From this time dates his long association with François Guizot. Royer-Collard himself was supervisor of the press under the first restoration. From 1815 onwards he sat as deputy for Marne in the chamber. As president of the commission of public instruction from 1815 to 1820 he checked the pretensions of the clerical party, the immediate cause of his retirement being an attempt to infringe the rights of the University of Paris by awarding diplomas, independent of university examinations, to the teaching fraternity of the Christian Brothers. Royer-Collard's acceptance of the legitimist principle did not prevent a faithful adhesion to the social revolution effected in 1789, and he protested in 1815, in 1820, and again under the Monarchy of July against laws of exception.

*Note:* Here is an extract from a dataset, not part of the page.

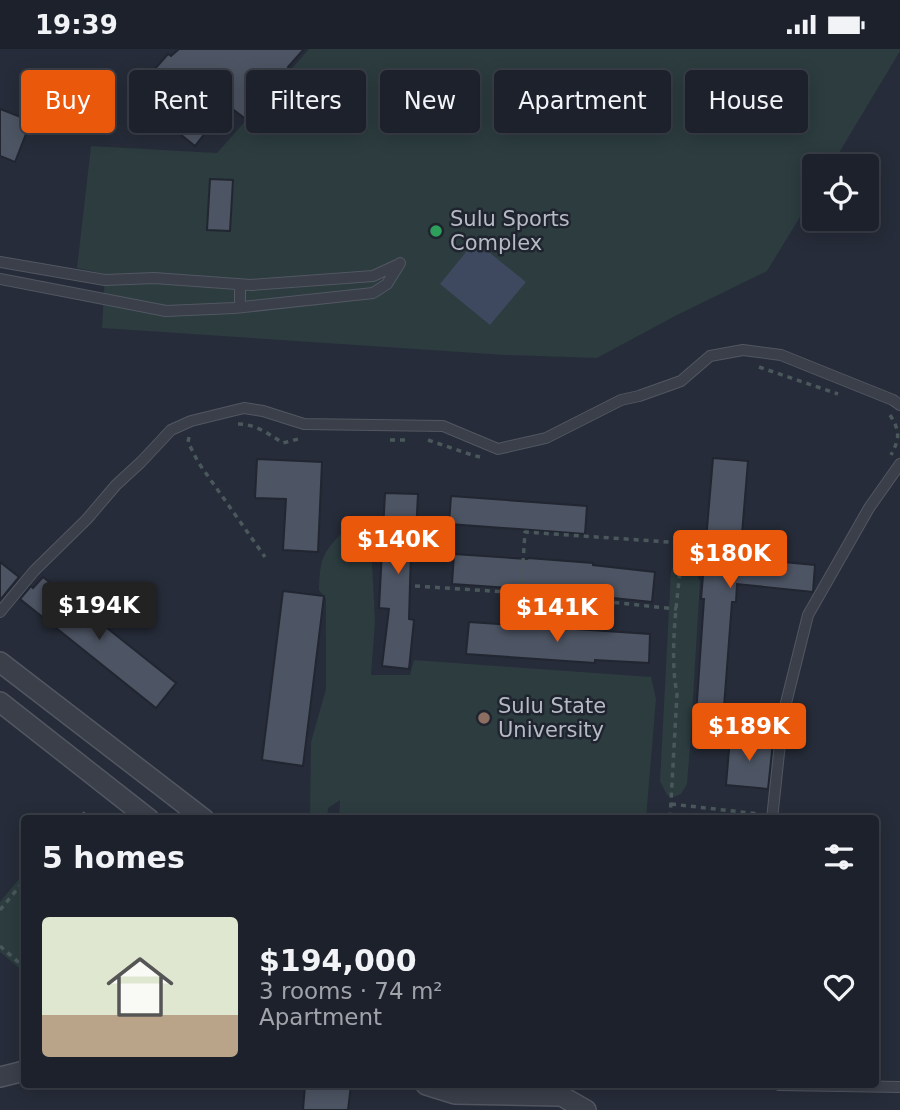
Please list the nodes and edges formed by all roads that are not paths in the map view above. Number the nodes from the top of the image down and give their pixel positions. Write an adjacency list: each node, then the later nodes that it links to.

He was the moving spirit of the "Doctrinaires", as they were called, who met at the house of the Comte de Ste Aulaire and in the salon of Madame de Staël's daughter, the duchesse de Broglie. The leaders of the party, beside Royer-Collard, were Guizot, PFH de Serre, Camille Jordan and Charles de Rémusat. In 1820 Royer-Collard was excluded from the Council of State by a decree signed by his former ally Serre. In 1827 he was elected for seven constituencies, but remained faithful to his native department. Next year he became president of the chamber, and fought against the reactionary policy which precipitated the Revolution of July. It was Royer-Collard who in March 1830 presented the address of the 221. From that time he took no active part in politics, although he retained his seat in the chamber until 1839. Whilst during the first half of the nineteenth century the word "liberal" was generally synonymous with Voltaireanism and hostility to the Jesuits, certain speeches of Royer-Collard quoted by Barante show that he professed a deferential attachment for the Church. "If Christianity", he wrote, "has been a degradation, a corruption, Voltaire in attacking it has been a benefactor of the human race; but if the contrary be true, then the passing of Voltaire over the Christian earth has been a great calamity." In a letter to Père de Ravignan he comments upon the institution of the Jesuits as a "wonderful creation".

===Personal life===
Royer-Collard married Augustine Marie Rosalie de Forges de Chãtaeubrun on 20 October 1800. They had four children, two of whom predeceased them.

He died at his estate of Châteauvieux in the Berry, south of Blois.